> **What you will do**
Whenever the word "rotate" appears in a line of the listing, copy that line.

Available data Block Start

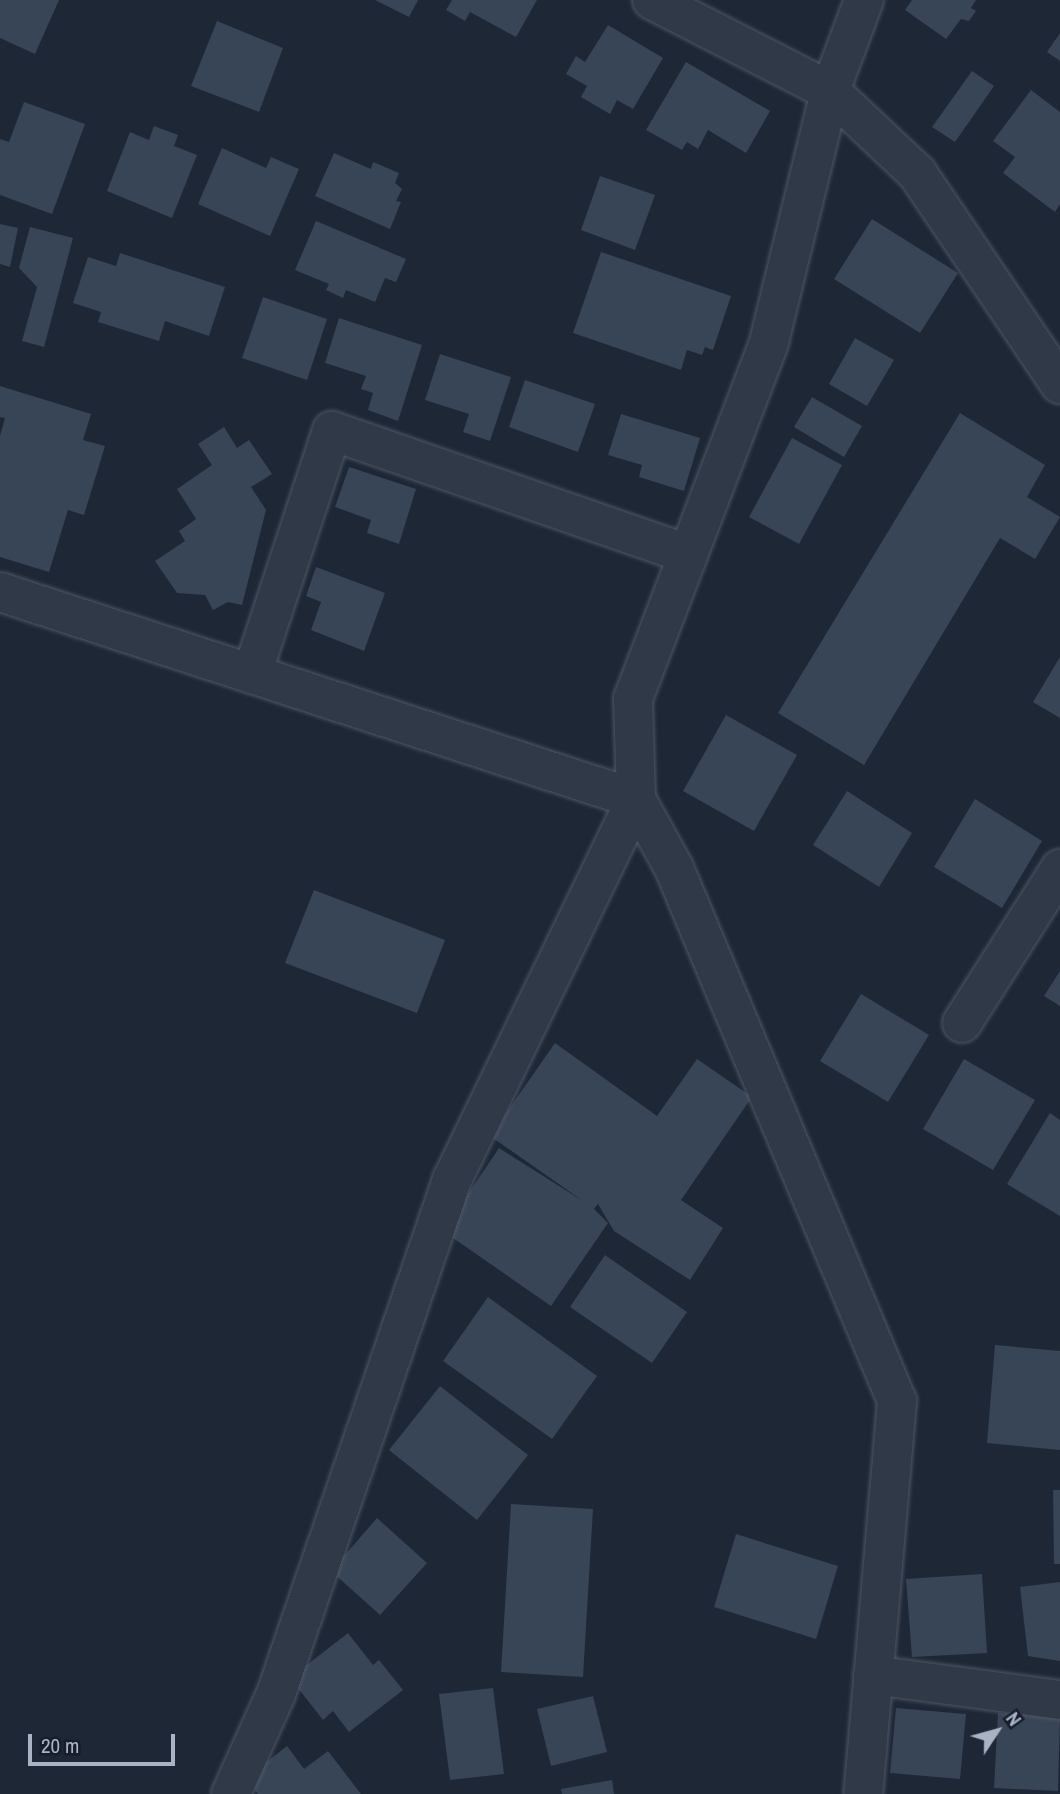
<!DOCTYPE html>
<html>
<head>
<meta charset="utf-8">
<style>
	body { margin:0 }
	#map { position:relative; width:1060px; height:1794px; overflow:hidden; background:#1d2736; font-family:"Archivo Narrow",sans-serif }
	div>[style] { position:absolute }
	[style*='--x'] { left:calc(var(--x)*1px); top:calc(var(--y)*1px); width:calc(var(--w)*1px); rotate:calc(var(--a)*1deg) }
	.building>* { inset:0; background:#384557 }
	.roads { filter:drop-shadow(0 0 2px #4e5665) drop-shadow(0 0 2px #4e5665) }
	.minor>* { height:38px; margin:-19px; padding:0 19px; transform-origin:19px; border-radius:19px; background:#303947 }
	span { translate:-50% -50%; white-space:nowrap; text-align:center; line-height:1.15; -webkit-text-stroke:6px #161e2b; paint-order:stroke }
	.north { position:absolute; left:962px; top:1696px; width:70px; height:70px; -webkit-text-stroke:5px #161e2b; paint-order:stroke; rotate:54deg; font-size:19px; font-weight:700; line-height:28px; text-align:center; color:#aab3c4 }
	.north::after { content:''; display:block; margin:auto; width:24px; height:32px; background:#aab3c4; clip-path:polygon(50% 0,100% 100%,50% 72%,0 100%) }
	.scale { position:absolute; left:28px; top:1734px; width:147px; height:32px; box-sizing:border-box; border:4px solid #aab3c4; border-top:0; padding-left:9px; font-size:21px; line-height:24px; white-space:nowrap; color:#aab3c4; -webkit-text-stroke:5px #161e2b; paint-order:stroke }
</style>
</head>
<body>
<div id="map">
	<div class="building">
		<i style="clip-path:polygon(0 0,59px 0,35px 54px,0 38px)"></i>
		<i style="clip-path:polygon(375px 0,418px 0,409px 17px)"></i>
		<i style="clip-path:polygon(452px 0,537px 0,516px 37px,470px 12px,465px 21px,446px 10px)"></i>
		<i style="clip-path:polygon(912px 0,976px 0,971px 8px,976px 11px,969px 21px,961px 19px,946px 39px,905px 10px)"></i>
		<i style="clip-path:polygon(217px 21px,283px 48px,259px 112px,191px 86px)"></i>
		<i style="clip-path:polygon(608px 25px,663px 58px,633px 109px,617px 100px,610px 114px,581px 97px,587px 86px,566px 74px,576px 56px,585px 62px)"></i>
		<i style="clip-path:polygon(1060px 33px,1060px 61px,1047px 52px)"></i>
		<i style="clip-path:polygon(686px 62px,770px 111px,746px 153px,708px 130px,698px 149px,687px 142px,682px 150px,646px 130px)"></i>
		<i style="clip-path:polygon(972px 71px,994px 86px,955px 142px,932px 127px)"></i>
		<i style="clip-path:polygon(1031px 90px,1060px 112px,1060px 204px,1055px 212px,1003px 173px,1015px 157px,993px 141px)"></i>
		<i style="clip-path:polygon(24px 102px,85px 124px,52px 214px,0 195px,0 139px,9px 142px)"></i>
		<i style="clip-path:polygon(154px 126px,178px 135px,174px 146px,197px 155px,172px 218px,107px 191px,130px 132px,149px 140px)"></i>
		<i style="clip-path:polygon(222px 148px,266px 168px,271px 157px,299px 169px,270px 236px,198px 204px)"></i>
		<i style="clip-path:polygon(334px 153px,371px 169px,373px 162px,399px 173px,395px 183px,402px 189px,396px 201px,401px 202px,390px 229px,315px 196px)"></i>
		<i style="clip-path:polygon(600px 176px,655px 195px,635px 250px,581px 230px)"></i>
		<i style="clip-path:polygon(872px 219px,958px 273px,920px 333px,834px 279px)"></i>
		<i style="clip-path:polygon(316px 221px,406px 259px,396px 282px,385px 278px,375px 302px,346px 290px,343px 298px,326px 290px,329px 284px,295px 270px)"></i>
		<i style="clip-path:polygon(0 224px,18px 228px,10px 267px,0 264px)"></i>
		<i style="clip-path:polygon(30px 227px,73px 238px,44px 347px,22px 341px,37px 287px,19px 268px)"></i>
		<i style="clip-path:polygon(601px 252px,731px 296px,713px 350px,705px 347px,702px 355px,687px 350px,681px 370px,573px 333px)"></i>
		<i style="clip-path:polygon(120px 253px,225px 287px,209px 336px,165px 321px,159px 341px,98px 322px,101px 312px,73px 303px,88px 257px,116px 266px)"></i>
		<i style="clip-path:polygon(263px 297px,327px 319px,307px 380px,242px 358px)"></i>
		<i style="clip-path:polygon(339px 318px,422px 345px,398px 421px,368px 410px,373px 393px,361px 389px,366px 376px,325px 363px)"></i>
		<i style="clip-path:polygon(855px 338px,894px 360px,867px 406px,829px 384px)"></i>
		<i style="clip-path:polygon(440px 354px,511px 377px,490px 441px,463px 432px,469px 414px,425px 400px)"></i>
		<i style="clip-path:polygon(525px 380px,595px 404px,578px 452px,509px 427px)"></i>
		<i style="clip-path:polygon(0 386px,91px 414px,83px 440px,105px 446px,84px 515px,68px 510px,49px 572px,0 557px,0 436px,5px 418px,0 417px)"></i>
		<i style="clip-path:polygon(812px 397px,862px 426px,844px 457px,794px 427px)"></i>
		<i style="clip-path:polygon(960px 413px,1045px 465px,1027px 497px,1060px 517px,1035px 559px,1000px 538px,864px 765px,778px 713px)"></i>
		<i style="clip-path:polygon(621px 414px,700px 438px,684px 491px,639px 477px,642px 465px,608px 455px)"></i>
		<i style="clip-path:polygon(224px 427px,237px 448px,249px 440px,272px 474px,251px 487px,266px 510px,242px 605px,228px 602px,213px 610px,205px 595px,177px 593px,155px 561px,185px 541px,179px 531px,196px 519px,177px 489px,212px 465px,198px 444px)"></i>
		<i style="clip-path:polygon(792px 438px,842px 465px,799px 544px,749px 517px)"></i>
		<i style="clip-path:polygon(349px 467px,416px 489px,399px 544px,367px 533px,371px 520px,335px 507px)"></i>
		<i style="clip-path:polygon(316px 567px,385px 593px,364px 651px,311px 630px,321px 602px,306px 596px)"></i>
		<i style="clip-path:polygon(1060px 657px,1060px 718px,1033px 702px)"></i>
		<i style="clip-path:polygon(726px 715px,797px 755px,754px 831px,683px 791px)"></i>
		<i style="clip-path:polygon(847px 791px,912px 833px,879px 887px,813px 845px)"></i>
		<i style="clip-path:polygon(975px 799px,1042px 841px,1002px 908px,934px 867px)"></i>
		<i style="clip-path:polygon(314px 890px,445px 940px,417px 1013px,285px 963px)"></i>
		<i style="clip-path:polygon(1060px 971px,1060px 1006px,1044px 996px)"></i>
		<i style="clip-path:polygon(861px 994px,929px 1035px,888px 1102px,820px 1061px)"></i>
		<i style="clip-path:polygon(555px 1043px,657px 1116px,697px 1059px,752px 1097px,681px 1200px,723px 1228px,690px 1280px,614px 1231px,598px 1204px,594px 1209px,608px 1223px,551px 1306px,443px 1231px,499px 1148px,583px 1201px,490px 1136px)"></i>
		<i style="clip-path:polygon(964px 1059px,1035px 1100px,993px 1170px,923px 1129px)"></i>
		<i style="clip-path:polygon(1050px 1113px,1060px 1120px,1060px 1216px,1007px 1184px)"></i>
		<i style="clip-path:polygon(605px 1255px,687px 1312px,652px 1363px,570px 1307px)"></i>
		<i style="clip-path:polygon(488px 1297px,597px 1376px,552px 1439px,443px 1361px)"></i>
		<i style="clip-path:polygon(995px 1345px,1060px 1351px,1060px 1450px,987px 1443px)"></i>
		<i style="clip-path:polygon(440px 1386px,528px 1455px,477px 1520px,389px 1450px)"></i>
		<i style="clip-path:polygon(1053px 1490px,1060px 1490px,1060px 1564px,1054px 1564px)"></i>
		<i style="clip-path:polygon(511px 1504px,593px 1509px,583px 1677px,501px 1672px)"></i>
		<i style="clip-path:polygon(377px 1518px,427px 1563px,380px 1615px,331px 1571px)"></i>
		<i style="clip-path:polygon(736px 1534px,838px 1566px,816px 1639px,714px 1607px)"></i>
		<i style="clip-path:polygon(982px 1574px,987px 1653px,912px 1657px,906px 1579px)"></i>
		<i style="clip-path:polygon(1060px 1582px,1060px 1661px,1028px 1656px,1020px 1587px)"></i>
		<i style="clip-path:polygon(348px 1633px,373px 1665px,379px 1660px,403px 1690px,349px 1732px,333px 1711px,323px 1720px,290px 1678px)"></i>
		<i style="clip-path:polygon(493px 1688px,504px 1774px,450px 1780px,439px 1694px)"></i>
		<i style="clip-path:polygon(593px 1696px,607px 1752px,551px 1766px,537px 1709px)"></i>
		<i style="clip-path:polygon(896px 1708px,966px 1714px,960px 1779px,890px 1773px)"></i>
		<i style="clip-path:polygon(998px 1713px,1060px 1715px,1058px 1791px,994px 1788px)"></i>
		<i style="clip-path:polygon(287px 1746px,304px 1769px,328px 1751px,361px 1794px,258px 1794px,246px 1778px)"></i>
		<i style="clip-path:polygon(612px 1780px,614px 1794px,562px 1794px,561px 1789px)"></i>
	</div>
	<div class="roads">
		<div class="minor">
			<i style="--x:652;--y:0;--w:200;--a:27.1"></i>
			<i style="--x:830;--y:91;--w:120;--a:43.3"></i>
			<i style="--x:917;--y:173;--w:255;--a:55.9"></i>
			<i style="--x:0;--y:592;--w:669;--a:18.03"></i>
			<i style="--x:636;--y:799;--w:79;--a:61.2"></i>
			<i style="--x:674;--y:868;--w:578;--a:67.3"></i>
			<i style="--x:897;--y:1401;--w:394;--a:94.9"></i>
			<i style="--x:252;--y:674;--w:256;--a:-71.8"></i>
			<i style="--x:332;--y:431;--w:377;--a:19.1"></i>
			<i style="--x:962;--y:1023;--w:183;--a:-57.5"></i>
			<i style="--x:873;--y:1675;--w:189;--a:7.6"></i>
			<i style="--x:231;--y:1794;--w:110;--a:-65.8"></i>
			<i style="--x:276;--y:1694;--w:543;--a:-71.1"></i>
			<i style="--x:452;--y:1180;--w:423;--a:-64.2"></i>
			<i style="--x:636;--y:799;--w:100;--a:-91.7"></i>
			<i style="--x:633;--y:699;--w:382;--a:-69.1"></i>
			<i style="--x:769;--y:342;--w:258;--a:-76.3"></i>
			<i style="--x:830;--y:91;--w:97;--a:-69.5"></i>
		</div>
	</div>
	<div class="north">N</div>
	<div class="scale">20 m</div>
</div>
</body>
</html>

Available data Block End

> **Result of this task**
	[style*='--x'] { left:calc(var(--x)*1px); top:calc(var(--y)*1px); width:calc(var(--w)*1px); rotate:calc(var(--a)*1deg) }
	.north { position:absolute; left:962px; top:1696px; width:70px; height:70px; -webkit-text-stroke:5px #161e2b; paint-order:stroke; rotate:54deg; font-size:19px; font-weight:700; line-height:28px; text-align:center; color:#aab3c4 }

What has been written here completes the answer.